Bagaimanapun cara mendefinisikannya, Global Selatan mencakup sebagian besar populasi dunia dan luas wilayah yang begitu luas sehingga beberapa kalangan berpendapat, mustahil dan menyesatkan untuk menggunakan label tersebut.

Bagaimana mungkin negara-negara seperti China dan India, masing-masing dengan sekitar 1,4 miliar penduduk dan GDP sekitar $18 triliun dan $3,4 triliun, dapat digabungkan bersama dengan negara kepulauan Pasifik Vanuatu, yang memiliki populasi sedikit lebih dari 300.000 jiwa dan GDP $984 juta, atau negara Afrika Selatan Zambia dengan penduduk 19 juta jiwa dan GDP $30 miliar?

Beberapa juga khawatir bahwa China, yang sedang giat berupaya memperluas pengaruh globalnya, dapat menyalahgunakan pengelompokan ini untuk mendorong agenda sendiri sambil memberikan kesan negara itu berbicara atas nama sebagian besar dunia.

Telah ada spekulasi bahwa inilah yang menjadi alasan di balik keputusan negara-negara G7 bulan Mei, semua negara Global Utara, untuk tidak menggunakan istilah "Global Selatan" dalam komunike akhir pertemuan mereka, meskipun Kishida sendiri mendukungnya.
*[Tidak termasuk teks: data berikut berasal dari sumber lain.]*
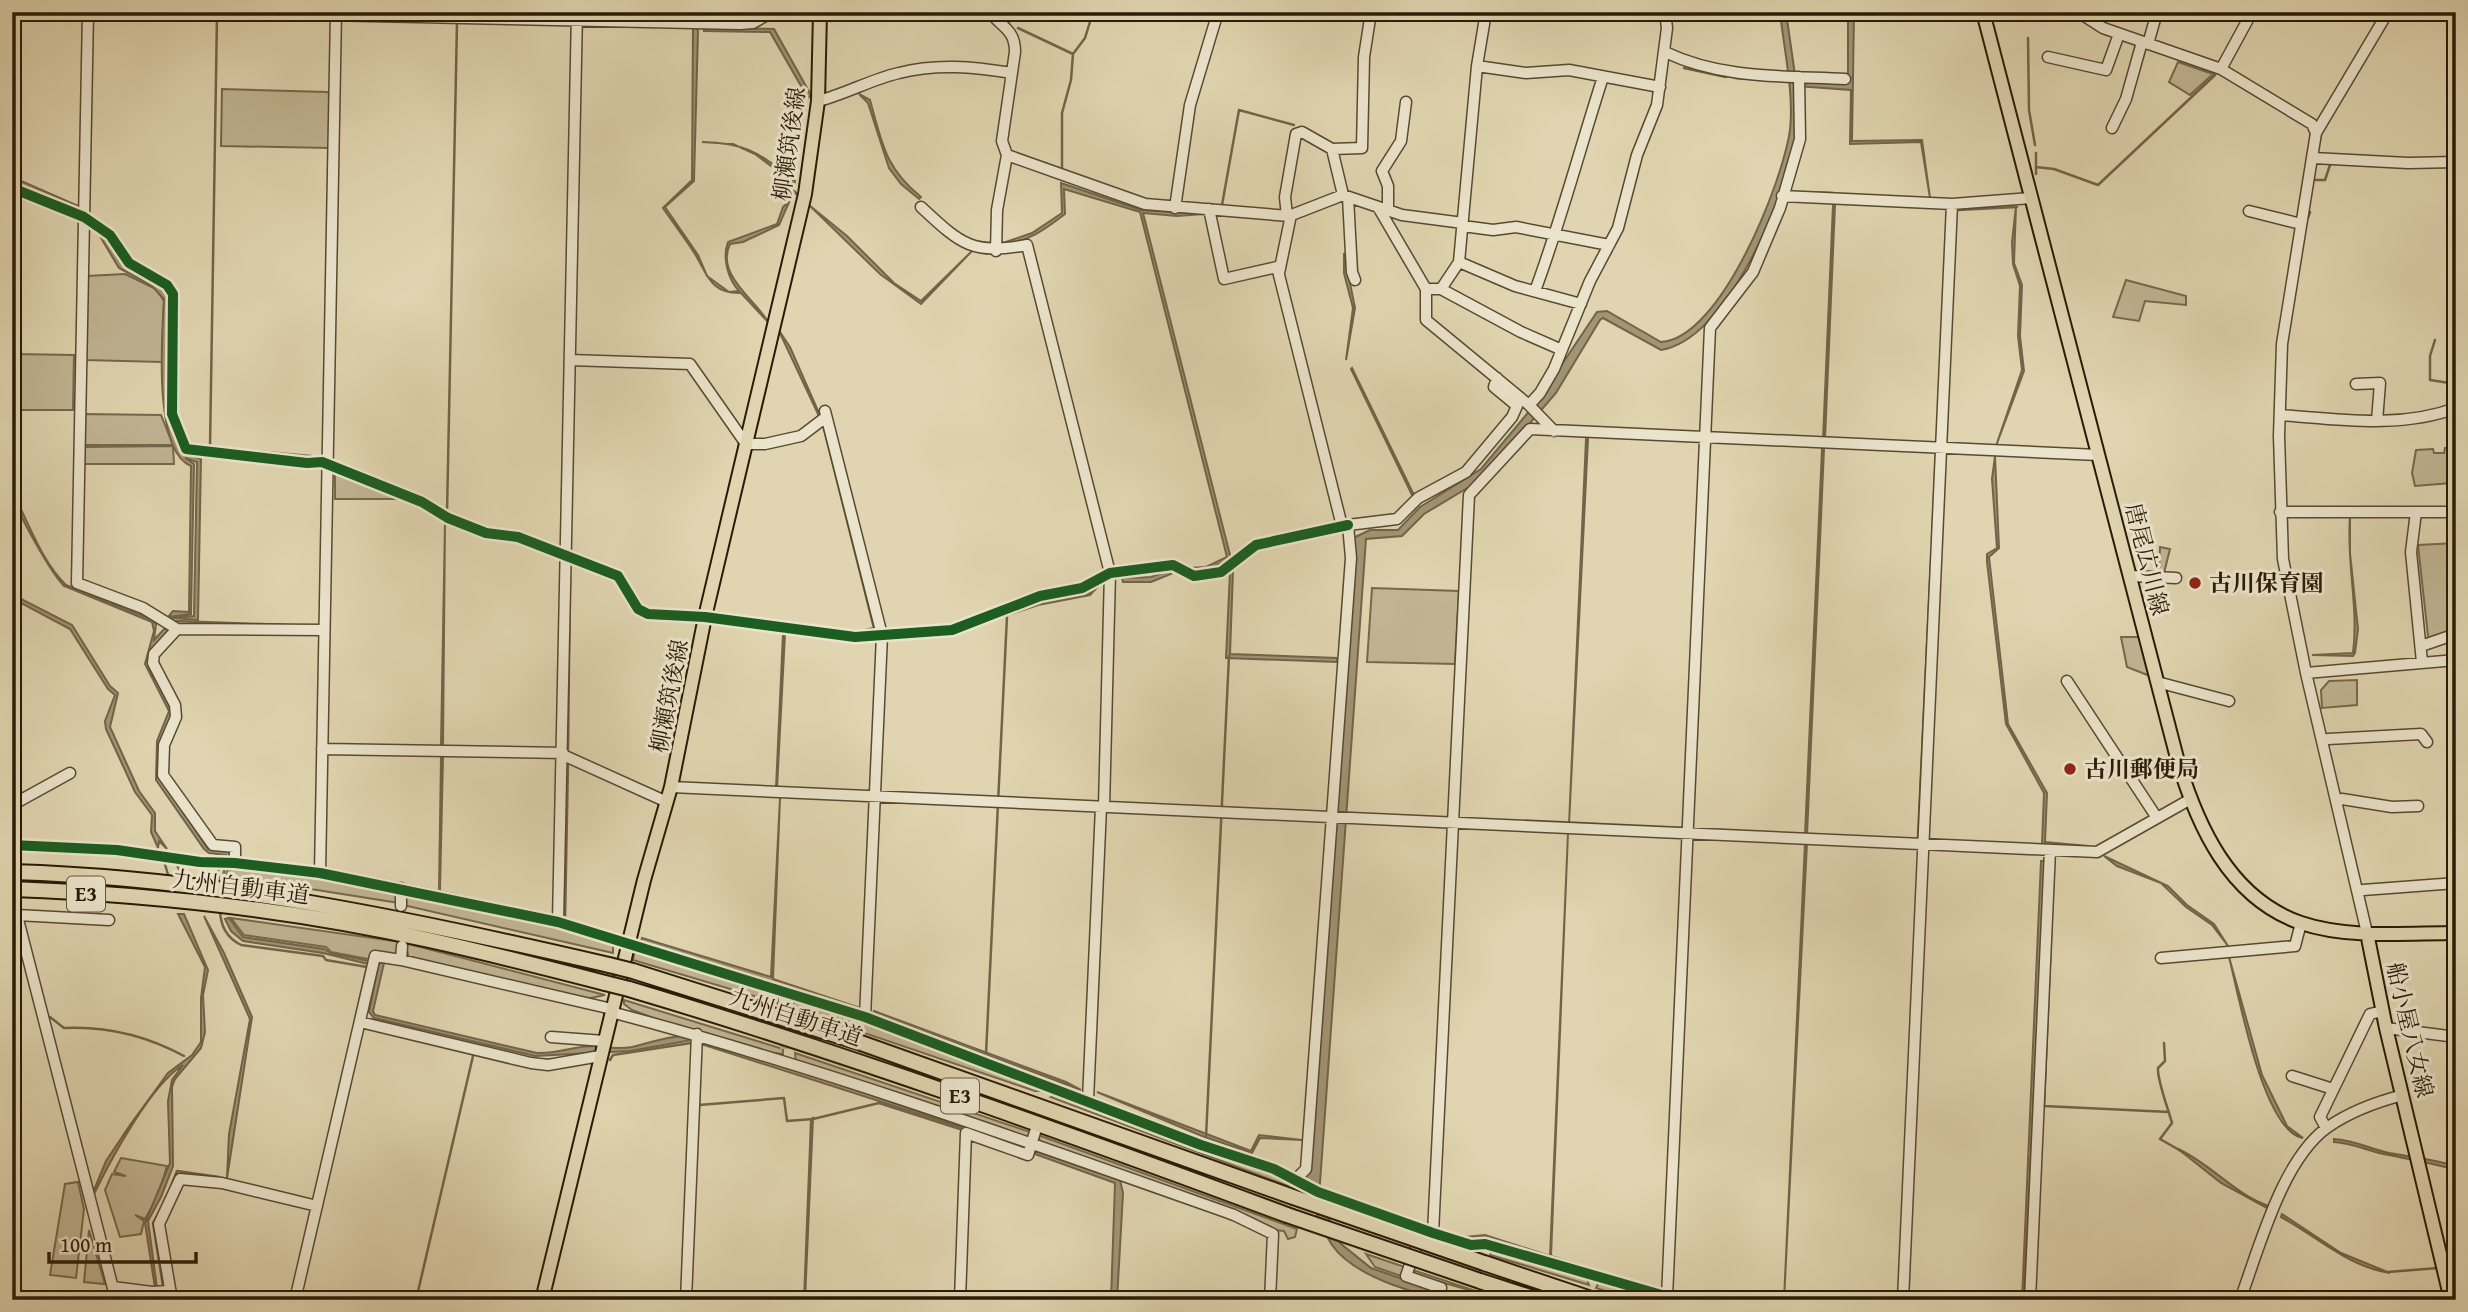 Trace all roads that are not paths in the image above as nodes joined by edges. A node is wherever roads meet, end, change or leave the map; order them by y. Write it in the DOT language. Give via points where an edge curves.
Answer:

Baca Juga: Jokowi di KTT BRICS: Kita Semua Melihat Tatanan Ekonomi Dunia Saat Ini Sangat Tidak Adil


"Ada bahaya besar bahwa Global Selatan akan berakhir menjadi senjata di tangan negara-negara revansionis, seperti China, yang ingin menggunakan suara Global Selatan untuk mempromosikan kepentingan kekuasaan besar mereka," kata Happymon Jacob.

Bagi Modi, dia menekankan kesamaan banyak masalah yang dihadapi Global Selatan, seperti keluar dari pandemi COVID-19, utang yang meningkat, dan keamanan pangan dan energi.

Ian Lesser, wakil presiden German Marshall Fund dan direktur kantor Brussels-nya, mencatat kebanyakan ketidaknyamanan dengan istilah ini berasal dari negara-negara Global Utara, dan bahwa "Global Selatan" banyak digunakan oleh negara-negara yang membentuknya.

Meskipun Global Selatan bukanlah kelompok dengan pandangan monolitik atau keseragaman yang luas, yang dianggap penting adalah bahwa itu mencerminkan bagaimana kelompok itu melihat dirinya sendiri.

"Ada dalamnya ide bahwa tidak semua strategi harus dibuat di Barat," kata Lesser.

"Bagi beberapa orang, ini hanya cara untuk menegaskan tingkat kemandirian dan jarak historis pada isu-isu kunci ... dan ini memengaruhi cara Eropa dan Amerika Serikat berpikir tentang kebijakan luar negeri, dan gagasan bahwa kita harus hidup di dunia di mana tidak semua orang akan sepakat dengan kita pada setiap isu."